Kathleen Fitzpatrick, “Open-Access Publishing”
  • What are the costs of publishing?
  • What is wrong with traditional publishing?
  • What are the advantages and disadvantages of open-access publishing?
  • Is the claim that the public is not interested in scholarship a straw man or a red herring?


Open Access and Scholarly Values: A Conversation
  • Cohen suggests that failure to publish digitally, for free, is a contradiction for scholars who “champion…the voices of those who are less privileged and powerful.” Do you agree?
  • Is work published in gated journals really invisible?
  • Do scholars actually read their colleagues’ work?
  • “Open access—which is an ethically superior form of dissemination on its face, and a moral obligation for public institutions”: Do you agree?


Voices: Sharing One’s Research

Mills Kelly, “Making Digital Scholarship Count”
  • To what extent are you as graduate students thinking about the prestige hierarchy of scholarly publishing?
  • Definition of scholarship: “In almost any discipline, scholarship has the following characteristics: it is the result of original research; it has an argument of some sort and that argument is situated in a preexisting conversation among scholars; it is public; it is peer-reviewed; and it has an audience response.
  • Is argument essential to counting as scholarship?
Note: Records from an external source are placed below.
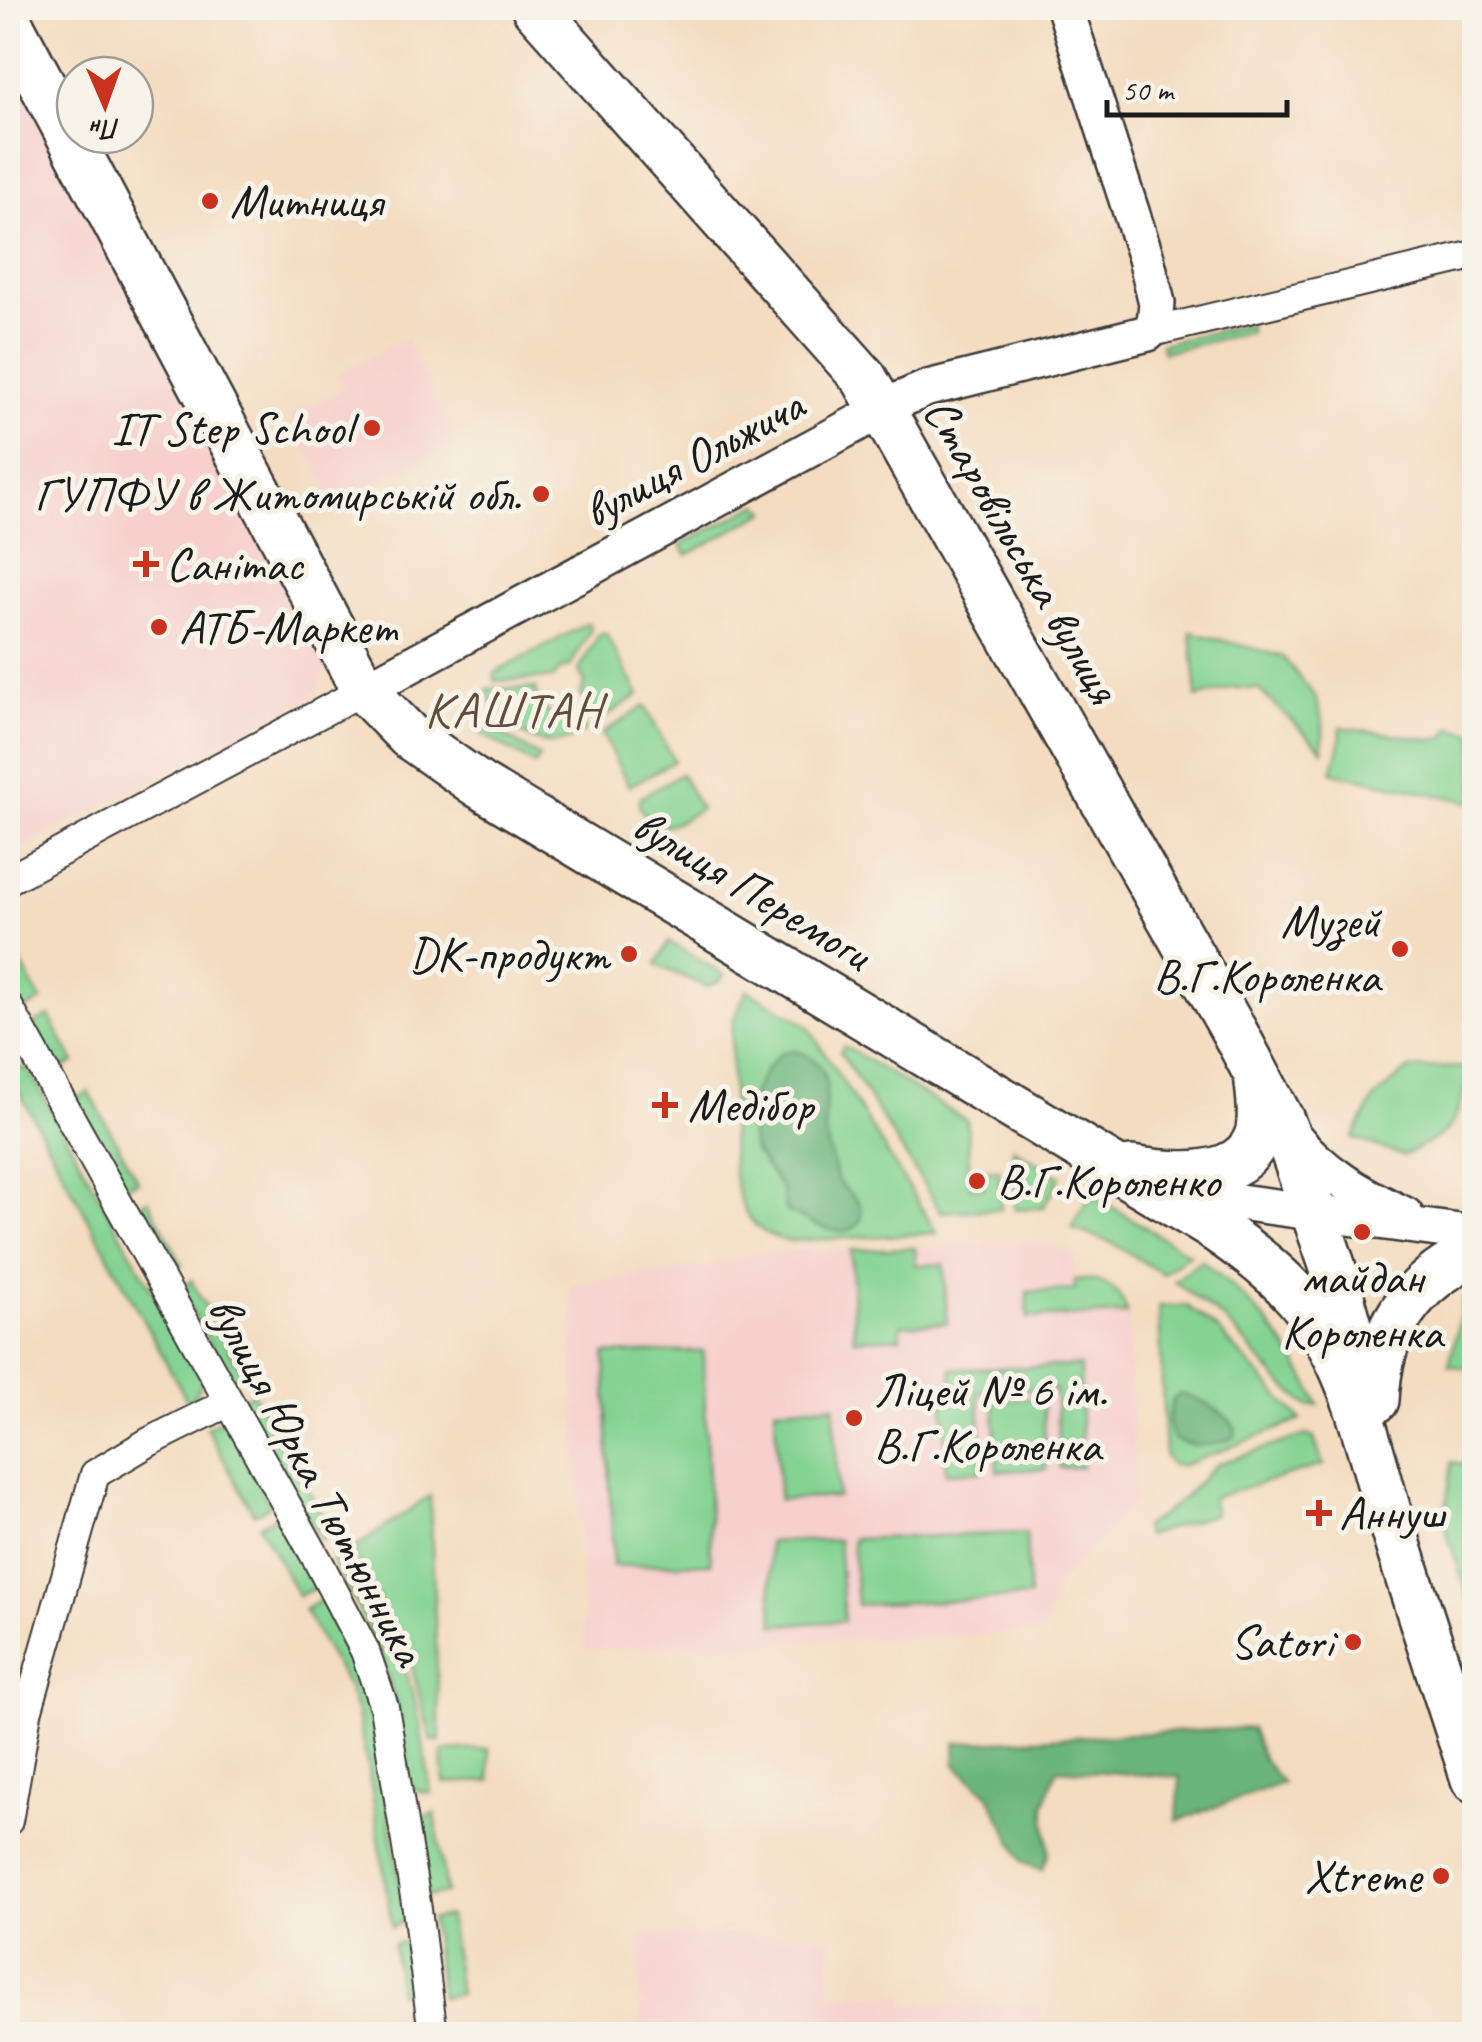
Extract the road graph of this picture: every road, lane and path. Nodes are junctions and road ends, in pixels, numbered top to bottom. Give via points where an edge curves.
1 (24, 8) edge
2 (536, 8) edge
3 (1065, 8) edge
4 (8, 20) edge
5 (55, 66) edge
6 (102, 155) edge
7 (1474, 254) edge
8 (1148, 333) junction
9 (882, 410) junction
10 (374, 685) junction
11 (8, 880) edge
12 (8, 1006) edge
13 (1258, 1078) junction
14 (1281, 1120) junction
15 (1109, 1166) junction
16 (1160, 1174) junction
17 (1202, 1197) junction
18 (1314, 1213) junction
19 (1469, 1240) edge
20 (1370, 1396) junction
21 (230, 1402) junction
22 (1474, 1726) edge
23 (1474, 1779) edge
24 (8, 1821) edge
25 (433, 2034) edge

1 - 5 street
2 - 9 main road, Старовільська вулиця via 864,378
3 - 8 street via 1146,258 1157,304
4 - 10 main road, вулиця Перемоги
6 - 10 street, вулиця Перемоги via 328,582
7 - 8 street, вулиця Ольжича
8 - 9 street, вулиця Ольжича via 928,388
9 - 10 street, вулиця Ольжича
9 - 13 main road, Старовільська вулиця
10 - 11 street, вулиця Ольжича
10 - 15 main road, вулиця Перемоги via 409,736 479,785
10 - 16 street, вулиця Перемоги via 552,808
12 - 21 street, вулиця Юрка Тютюнника
13 - 14 main road, Старовільська вулиця
13 - 16 main road via 1260,1121 1251,1149 1211,1172
14 - 18 main road, Старовільська вулиця
14 - 19 street via 1324,1168 1354,1189
15 - 16 main road
15 - 17 street
15 - 23 main road, вулиця Перемоги via 1254,1256 1315,1319 1356,1407
16 - 17 street, вулиця Перемоги
17 - 18 street
17 - 20 street, вулиця Перемоги via 1255,1233 1306,1281 1335,1320
18 - 19 street
18 - 20 main road
19 - 20 main road via 1411,1297 1384,1349 1376,1395
20 - 22 main road, вулиця Перемоги
21 - 24 street via 95,1474 27,1713
21 - 25 street, вулиця Юрка Тютюнника via 366,1651 384,1707

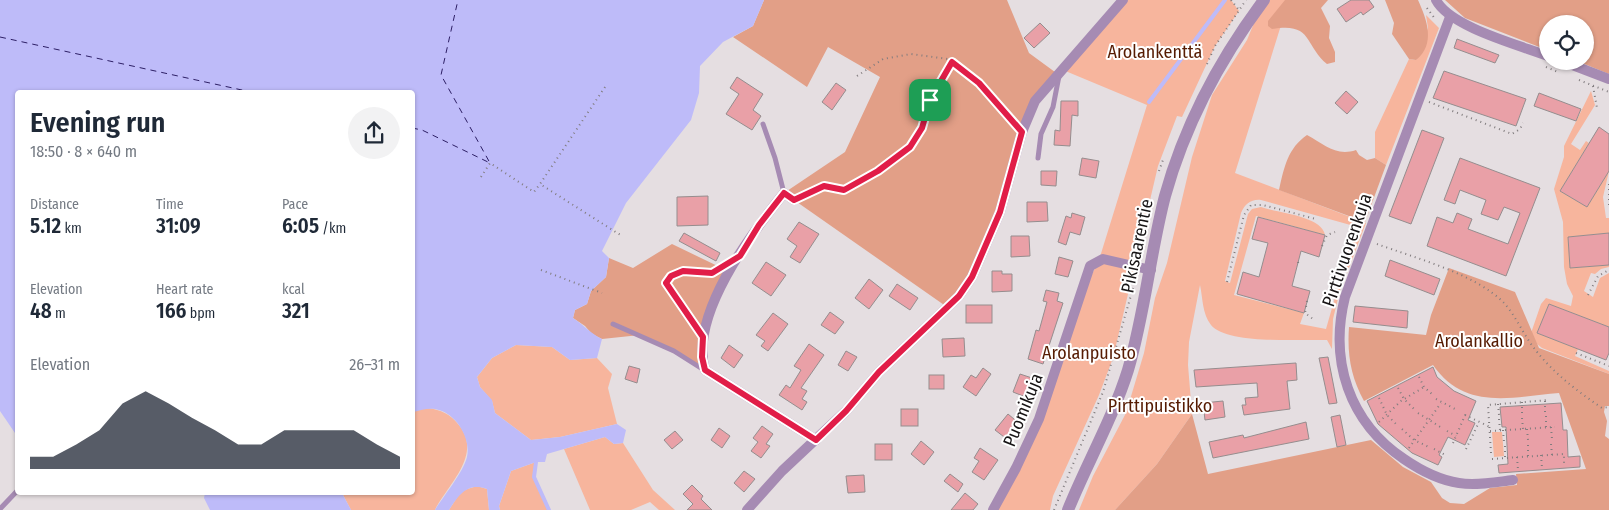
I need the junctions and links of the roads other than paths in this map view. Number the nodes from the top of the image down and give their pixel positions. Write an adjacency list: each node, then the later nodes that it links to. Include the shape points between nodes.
1 (1123, 0): 7 (street)
2 (1264, 0): 13 (street, Pikisaarentie, via 1224,57 1186,135 1165,197)
3 (1436, 0): 4 (street)
4 (1450, 17): 5 (street); 17 (street, Pirttivuorenkuja, via 1344,298 1339,336 1344,375 1362,420 1396,454 1431,474 1461,484)
5 (1539, 52)
6 (1586, 70): 8 (street)
7 (1059, 75): 10 (lane, via 1052,107 1041,134); 16 (street, via 1036,101 1022,132 1000,212 972,277 959,296 879,372)
8 (1609, 79)
9 (763, 124): 11 (lane)
10 (1038, 158)
11 (784, 193): 12 (street); 15 (street, via 759,225 725,280 710,312 703,337)
12 (794, 200)
13 (1151, 270): 21 (street, Puomikuja, via 1103,259 1090,266 1039,420); 22 (street, Pikisaarentie, via 1128,370)
14 (613, 324): 15 (lane, via 674,351)
15 (705, 370): 16 (street)
16 (816, 440): 20 (street, via 764,489)
17 (1513, 480)
18 (15, 493): 19 (lane)
19 (0, 509)
20 (747, 510)
21 (993, 510)
22 (1068, 510)

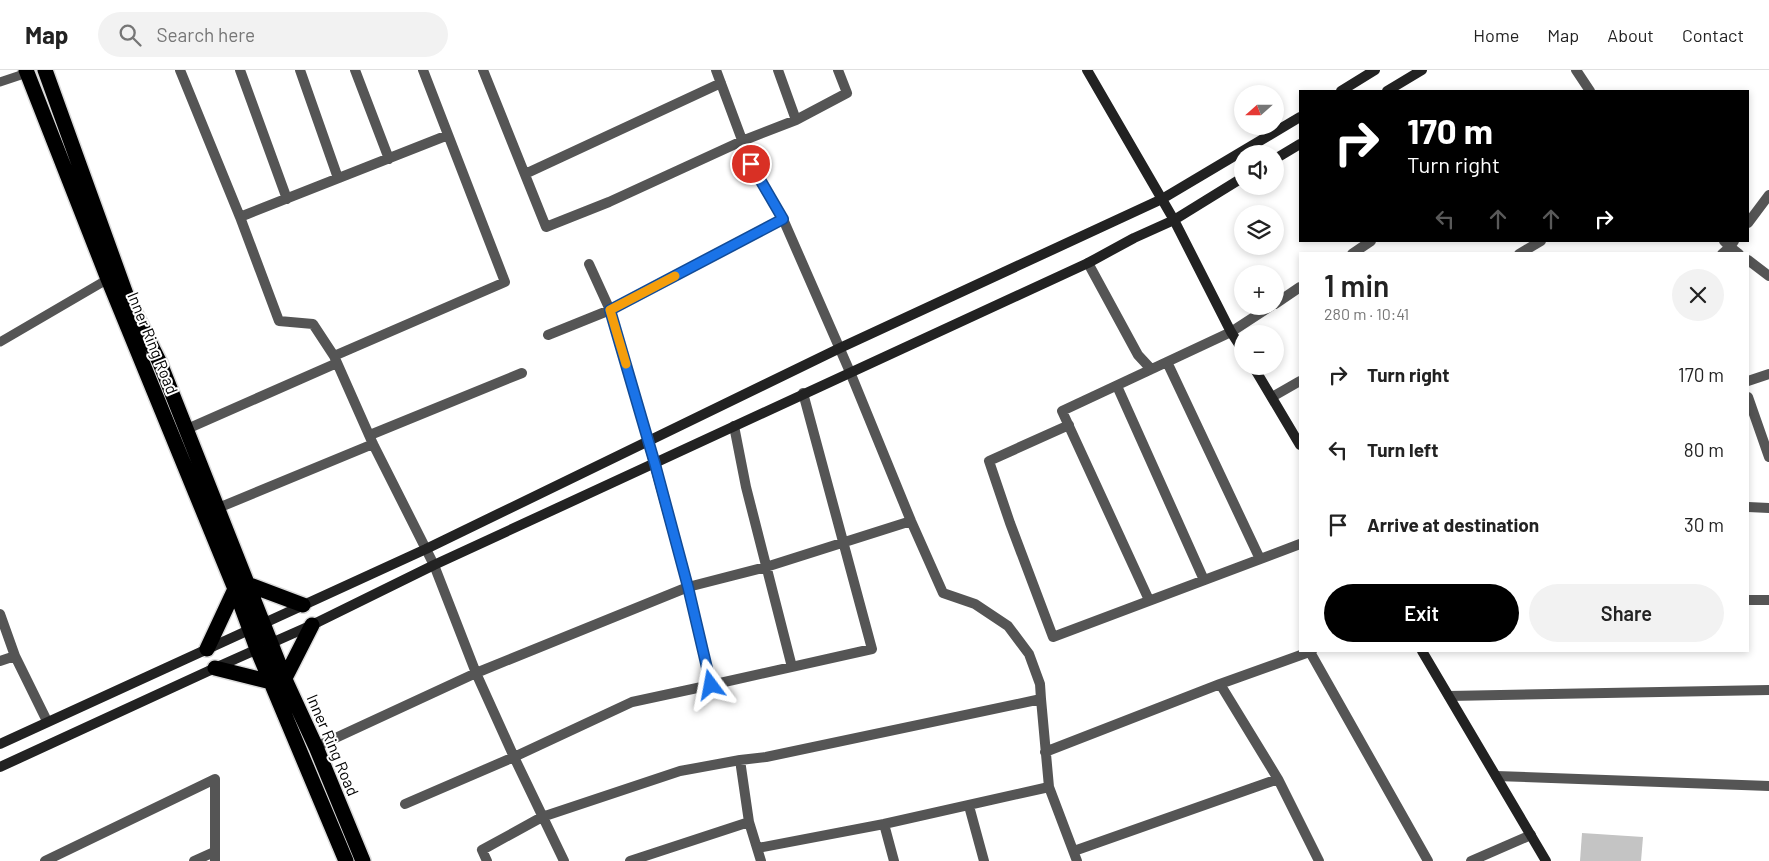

In Kelly’s Teaching History in the Digital Age, he suggests that mashups make arguments.
  • Why is he skeptical of the value of gatekeeping?


Tom Scheinfeldt, “Theory, Method, and Digital Humanities”
  • What humanities arguments does digital humanities make?
  • “I believe we are at a similar moment of change right now—that we are entering a new phase of scholarship that will be dominated not by ideas, but once again by organizing activities, both in terms of organizing knowledge, and organizing ourselves and our work.”
  • Is it too early for digital humanities to make arguments? Is that why we have spent much of the semester thinking about websites’ “big ideas” rather than their arguments?